Les Européens prennent assez mal que leur allié, Washington, espionne les citoyens européens et même « les plus importants ». Le scandale des méthodes de la NSA, révélé par l’ancien analyste Edward Snowden, pousse les Européens à chercher à évaluer les conséquences du programme Prism sur la protection de données. Il est temps de mieux mesurer les implications de ces nouvelles sphères –de la téléphonie sans fil au courrier électronique, et de Google à Facebook – dont l’espionnage et le contrôle menacent les libertés et la souveraineté. Après un rocambolesque feuilleton de l’été : Edward Snowden quittant Hong Kong, Où est E.S. ? Washington menace les pays pouvant accueillir E.S., E.S. en zone internationale, E.S. interdit de survoler plusieurs pays européens, E.S. est-il dans l’avion du président Bolivien ?, E.S trouve un asile temporaire en Russie… Moscou se positionne alors en défenseur de la liberté face à des Etats-Unis obligés de rappeler qu’E.S. est un criminel qui bénéficiera de tous ses droits civiques.

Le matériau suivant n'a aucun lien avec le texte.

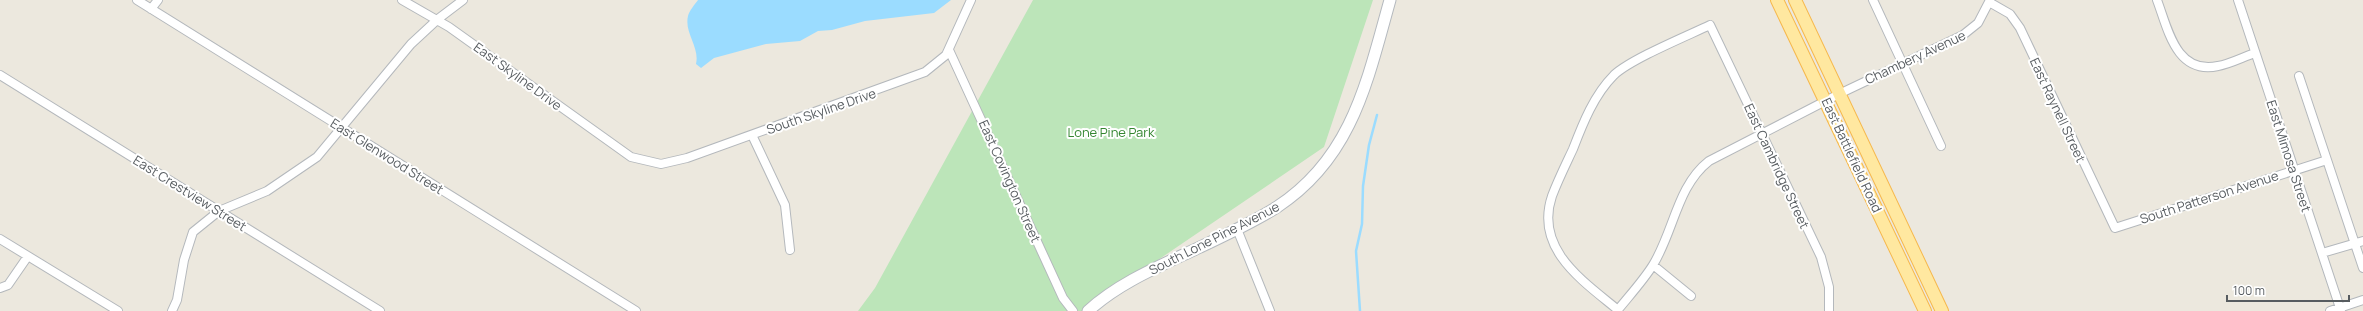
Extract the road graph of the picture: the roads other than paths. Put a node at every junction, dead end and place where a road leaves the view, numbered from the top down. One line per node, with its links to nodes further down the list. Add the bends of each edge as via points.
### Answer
1 (137, 0): 13 (street, East Glenwood Street)
2 (158, 0): 13 (street)
3 (402, 0): 14 (street, East Skyline Drive)
4 (464, 0): 14 (street)
5 (971, 0): 15 (street, South Skyline Drive)
6 (1390, 0): 31 (main road, South Lone Pine Avenue, via 1362,98 1336,149 1322,168 1296,193 1271,211)
7 (1777, 0): 21 (main road, East Battlefield Road)
8 (1795, 0): 20 (main road, East Battlefield Road)
9 (1873, 0): 17 (street)
10 (2157, 0): 16 (street, via 2176,50 2190,63 2213,67)
11 (2238, 0): 16 (street, East Mimosa Street)
12 (1989, 1): 17 (street, Chambery Avenue, via 1972,30); 30 (street, East Raynell Street, via 2010,14 2020,28)
13 (152, 9): 22 (street, East Glenwood Street)
14 (438, 19): 22 (street, via 395,62); 26 (street, East Skyline Drive)
15 (949, 50): 24 (street, South Skyline Drive, via 938,64 910,79); 48 (street, East Covington Street, via 1051,271)
16 (2255, 53): 28 (street, East Mimosa Street)
17 (1902, 64): 20 (street, Chambery Avenue); 25 (street)
18 (0, 75): 29 (street, East Crestview Street)
19 (2299, 76): 27 (street)
20 (1839, 94): 21 (street, Chambery Avenue); 54 (main road, East Battlefield Road)
21 (1826, 100): 23 (street, Chambery Avenue); 53 (main road, East Battlefield Road)
22 (343, 128): 29 (street, via 317,157 267,191); 47 (street, East Glenwood Street)
23 (1762, 134): 38 (street, Chambery Avenue, via 1709,161 1697,170 1688,183 1668,237); 51 (street, East Cambridge Street, via 1710,25 1614,75 1589,111 1552,197 1549,215 1551,236 1571,271); 52 (street, East Cambridge Street, via 1821,257 1829,287)
24 (752, 135): 26 (street, South Skyline Drive, via 661,164); 35 (street, via 785,205)
25 (1941, 146)
26 (631, 157)
27 (2327, 160): 28 (street, South Patterson Avenue); 34 (street)
28 (2294, 170): 30 (street, South Patterson Avenue); 36 (street, East Mimosa Street)
29 (219, 211): 45 (street, via 193,232 184,260 177,300); 46 (street, East Crestview Street)
30 (2115, 228)
31 (1237, 229): 49 (main road, South Lone Pine Avenue, via 1125,284); 50 (street)
32 (0, 239): 37 (street)
33 (2363, 241): 34 (street)
34 (2354, 243): 36 (street); 39 (street)
35 (790, 250)
36 (2322, 253): 43 (street, East Mimosa Street)
37 (28, 256): 40 (street, via 8,285); 44 (street)
38 (1653, 265): 41 (street); 51 (street, Chambery Avenue)
39 (2363, 268)
40 (0, 288)
41 (1692, 296)
42 (2363, 300): 43 (street)
43 (2340, 309): 55 (street)
44 (118, 311)
45 (172, 311)
46 (380, 311)
47 (636, 311)
48 (1073, 311)
49 (1088, 311)
50 (1270, 311)
51 (1617, 311)
52 (1829, 311)
53 (1925, 311)
54 (1942, 311)
55 (2330, 311)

L’Union européenne est, elle, de nouveau, engluée dans ses contradictions entre le président allemand, Joachim Gauch, qui affirme son respect vis-à-vis de E.S., et le Royaume-Uni où le gouvernement britannique exige d’avoir accès aux sources du journal The Guardian, et prive un de ses journalistes, enquêtant sur E. S. de son matériel… informatique.
Plus largement cette affaire pose la question des « lanceurs d’alerte » ou « whistleblowers » qui signalent, de manière désintéressée, un danger aux autorités, pour le bien commun. Ainsi, dans les années 1970, les révélations de Mark Felt (« gorge profonde ») aux journalistes du Washington Post sont à l’origine du Watergate. Plus récemment Bradley Manning a fourni à Wikileaks des centaines de milliers d’informations classées confidentielles ; la cour martiale vient de le condamner à 35 ans de prison et au renvoi de l’armée.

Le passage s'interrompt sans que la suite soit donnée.